# Gold layer

## Purpose

This notebook builds the **Gold layer** of the Crisis Recovery Lakehouse.

The Gold layer represents the **business-facing, decision-ready outputs**
used by:
- Leadership dashboards
- Operations teams
- Retention & marketing teams
- Crisis response stakeholders

Unlike Bronze and Silver, Gold tables are:
- Aggregated
- Opinionated
- Business-aligned
- Optimized for reporting and decision-making

---

## Business Context

During a crisis, leadership does not want raw data or row-level facts.

They need clear answers to questions like:
- Is the crisis getting better or worse?
- Which markets and stores are under stress?
- Which customers are at risk of churning?
- Where should intervention happen first?

The Gold layer transforms analytical data into **actionable intelligence**.

---

## Inputs and Outputs

### Inputs (from Silver Layer)

| Source Table | Purpose |
|-------------|---------|
| `silver_orders_enriched` | Customer behavior & sentiment |
| `silver_sla_metrics` | Operational & delivery performance |

---

### Outputs (Gold Tables)

| Table | Business Purpose |
|------|------------------|
| `gold_daily_kpis` | Executive-level crisis monitoring |
| `gold_customer_churn_risk` | Retention & CRM targeting |
| `gold_daily_sla_health` | Operations health tracking |
| `gold_store_sla_ranking` | Store-level risk prioritization |
| `gold_market_congestion` | Market-level capacity stress |

---

## Design Principles of the Gold Layer

- Tables answer **specific business questions**
- Metrics are **pre-computed**, not derived on the fly
- Each table serves **one primary audience**
- Optimized for fast BI queries
- No raw or sensitive text data exposed



## 1: Daily Crisis KPIs (`gold_daily_kpis`)

### Business Problem

Executives need a **single daily view** answering:
- How severe are delivery delays?
- Are customer complaints increasing or decreasing?
- Is the crisis stabilizing?

---

### Approach

We aggregate order and sentiment data by day to compute:
- Total orders
- Average delivery delay
- Late delivery complaints
- Food safety incidents
- Positive feedback trends

This table powers the **Crisis Recovery Tracker dashboard**.

In [0]:
from pyspark.sql.functions import avg, count, sum, col, when,to_date

# 1. Read from Silver Enriched
df_silver = spark.table("food_delivery.silver_orders_enriched")

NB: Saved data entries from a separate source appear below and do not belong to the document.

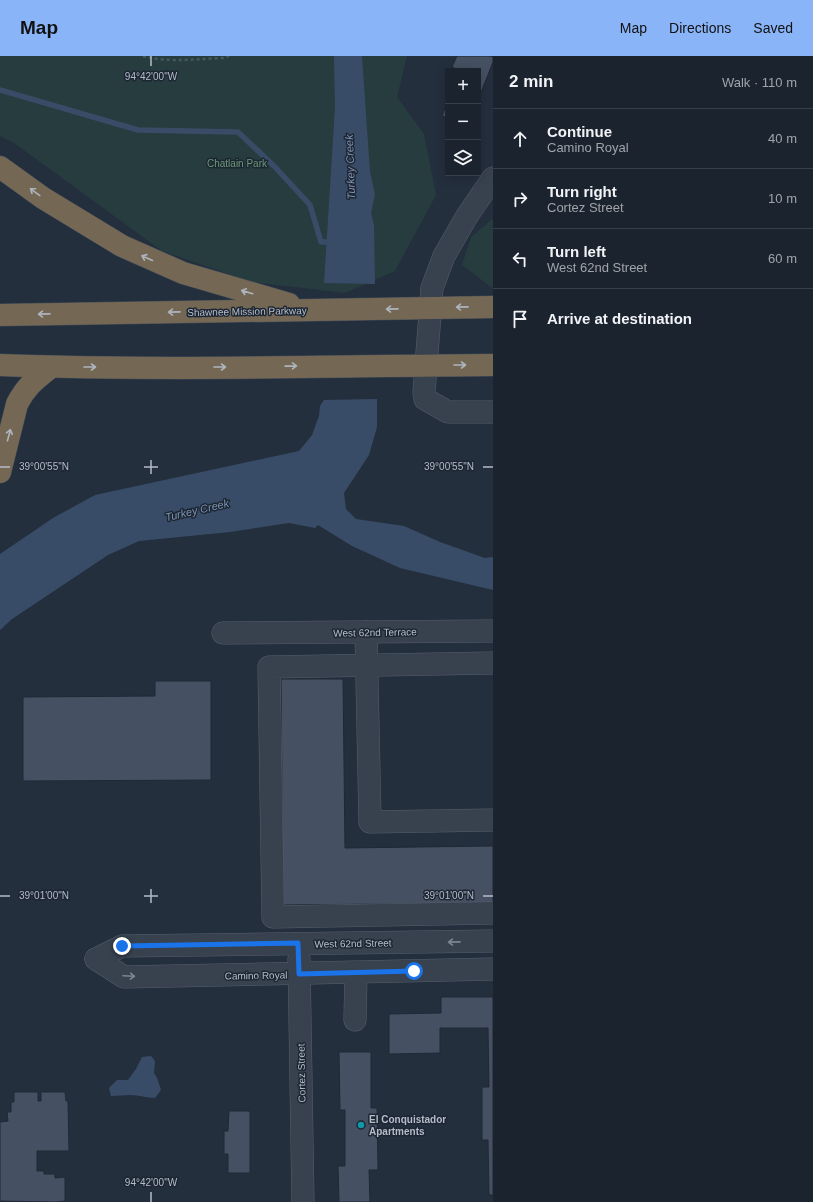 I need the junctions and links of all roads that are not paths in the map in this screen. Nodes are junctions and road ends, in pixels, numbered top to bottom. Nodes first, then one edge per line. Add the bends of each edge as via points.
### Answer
1 (0, 167) edge
2 (493, 178) edge
3 (493, 307) edge
4 (431, 308) junction
5 (311, 310) junction
6 (0, 315) edge
7 (0, 365) edge
8 (426, 365) junction
9 (493, 365) edge
10 (51, 367) junction
11 (493, 412) edge
12 (0, 472) edge
13 (493, 631) edge
14 (366, 632) junction
15 (223, 633) dead end
16 (493, 663) edge
17 (367, 666) junction
18 (493, 820) edge
19 (493, 913) edge
20 (493, 941) edge
21 (298, 943) junction
22 (96, 959) joint
23 (493, 969) edge
24 (356, 973) junction
25 (299, 974) junction
26 (355, 1020) dead end
27 (303, 1202) edge

5 -> 1 highway via 183,273 122,246 44,198
2 - 4 street via 444,256 432,288
3 -> 4 highway, Shawnee Mission Parkway
4 -> 5 highway, Shawnee Mission Parkway
4 - 8 street
5 -> 6 highway, Shawnee Mission Parkway
7 - 10 highway
8 -> 9 highway
10 -> 8 highway
8 - 11 street via 425,399 448,412
12 -> 10 highway via 17,404 26,388
13 - 14 street, West 62nd Terrace
14 - 15 street, West 62nd Terrace
14 - 17 street
16 - 17 street
17 - 18 street via 370,822
17 - 19 street via 270,667 273,917
20 -> 21 street, West 62nd Street
21 - 22 street, West 62nd Street via 122,946
21 - 25 street, Cortez Street
22 -> 25 street, Camino Royal via 124,977
23 - 24 street, Camino Royal
24 - 25 street, Camino Royal
24 - 26 street
25 - 27 street, Cortez Street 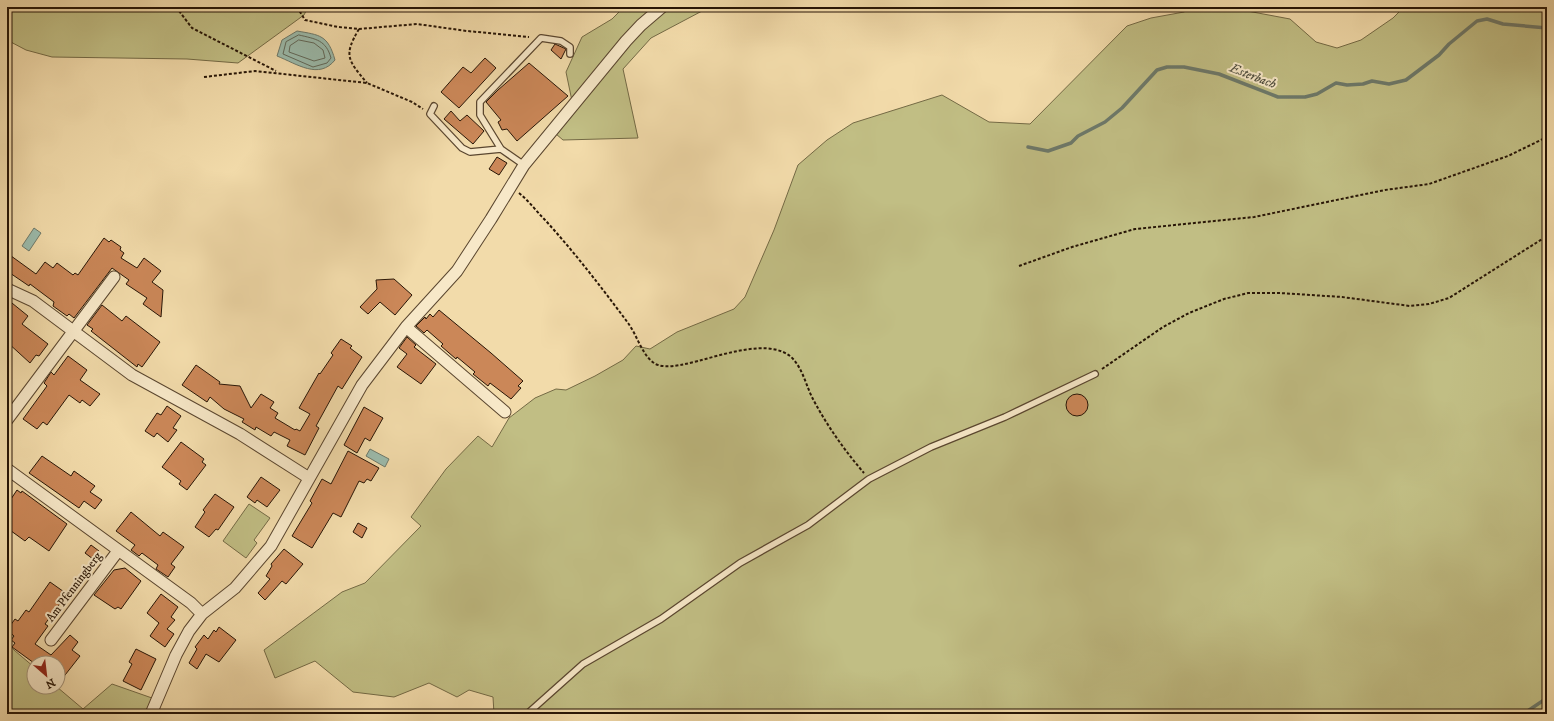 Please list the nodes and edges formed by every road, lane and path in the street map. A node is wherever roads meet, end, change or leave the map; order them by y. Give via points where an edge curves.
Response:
1 (176, 7) edge
2 (297, 7) edge
3 (662, 7) edge
4 (359, 29) junction
5 (541, 38) junction
6 (570, 54) dead end
7 (277, 72) junction
8 (204, 76) dead end
9 (367, 83) junction
10 (434, 106) dead end
11 (430, 114) junction
12 (1547, 137) edge
13 (501, 149) junction
14 (524, 165) junction
15 (510, 186) junction
16 (1547, 236) edge
17 (1019, 266) dead end
18 (114, 277) dead end
19 (7, 289) edge
20 (406, 327) junction
21 (74, 330) junction
22 (1095, 374) joint
23 (505, 412) dead end
24 (7, 420) edge
25 (7, 469) edge
26 (309, 478) junction
27 (869, 479) junction
28 (118, 551) junction
29 (202, 614) junction
30 (51, 640) dead end
31 (151, 714) edge
32 (527, 714) edge

1 - 7 path via 192,28
2 - 4 path via 305,20 338,28
3 - 14 street via 641,24 626,41
4 - 5 path via 417,24
4 - 9 path via 349,45 348,55 354,68
5 - 6 lane via 561,41 570,47
5 - 13 lane via 480,102 480,115
7 - 8 path via 255,71
7 - 9 path
9 - 11 path via 412,102
10 - 11 lane
11 - 13 lane via 462,148 470,152
12 - 17 path via 1508,156 1429,184 1385,190 1254,217 1135,229
13 - 14 lane
14 - 15 street
15 - 20 street via 492,219 457,271
15 - 27 path via 523,196 583,264 634,331 650,360 656,364 676,366 742,350 765,348 780,351 799,366 813,400 829,427
16 - 22 path via 1449,298 1430,304 1410,306 1342,296 1280,292 1248,293 1224,299 1163,327
18 - 21 street
19 - 21 street via 34,301
20 - 23 street
20 - 26 street via 362,385
21 - 24 street
21 - 26 street via 132,374 240,434
22 - 27 lane via 1005,417 931,447
25 - 28 street
26 - 29 street via 271,546 235,588
27 - 32 lane via 808,526 740,563 661,619 583,664
28 - 29 street via 191,603
28 - 30 street, Am Pfenningberg
29 - 31 street via 176,655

if not spark.catalog.tableExists("food_delivery.gold_daily_kpis"):
# 2. Aggregate by Day
    gold_daily_kpis = (
        df_silver
        .withColumn("order_date", to_date("created_at_simulated"))
        .groupBy("order_date").agg(
        count("order_id").alias("total_orders"),
        
        # Calculate Average Delivery Time (in minutes)
        (avg(col("actual_delivery_time_simulated").cast("long") - col("created_at_simulated").cast("long")) / 60).alias("avg_delivery_minutes"),
        
        # Count how many reviews were Negative vs Positive
        sum(when(col("sentiment_category") == "Late Delivery", 1).otherwise(0)).alias("late_complaints"),
        sum(when(col("sentiment_category") == "Food Safety", 1).otherwise(0)).alias("safety_incidents"),
        sum(when(col("sentiment_category") == "Positive", 1).otherwise(0)).alias("positive_reviews")
    ).orderBy("order_date"))

    # 3. Write to Gold Table
    gold_daily_kpis.write.format("delta").mode("overwrite").saveAsTable("food_delivery.gold_daily_kpis")
else:
     print("Gold Daily KPIs table already exists → skipping creation")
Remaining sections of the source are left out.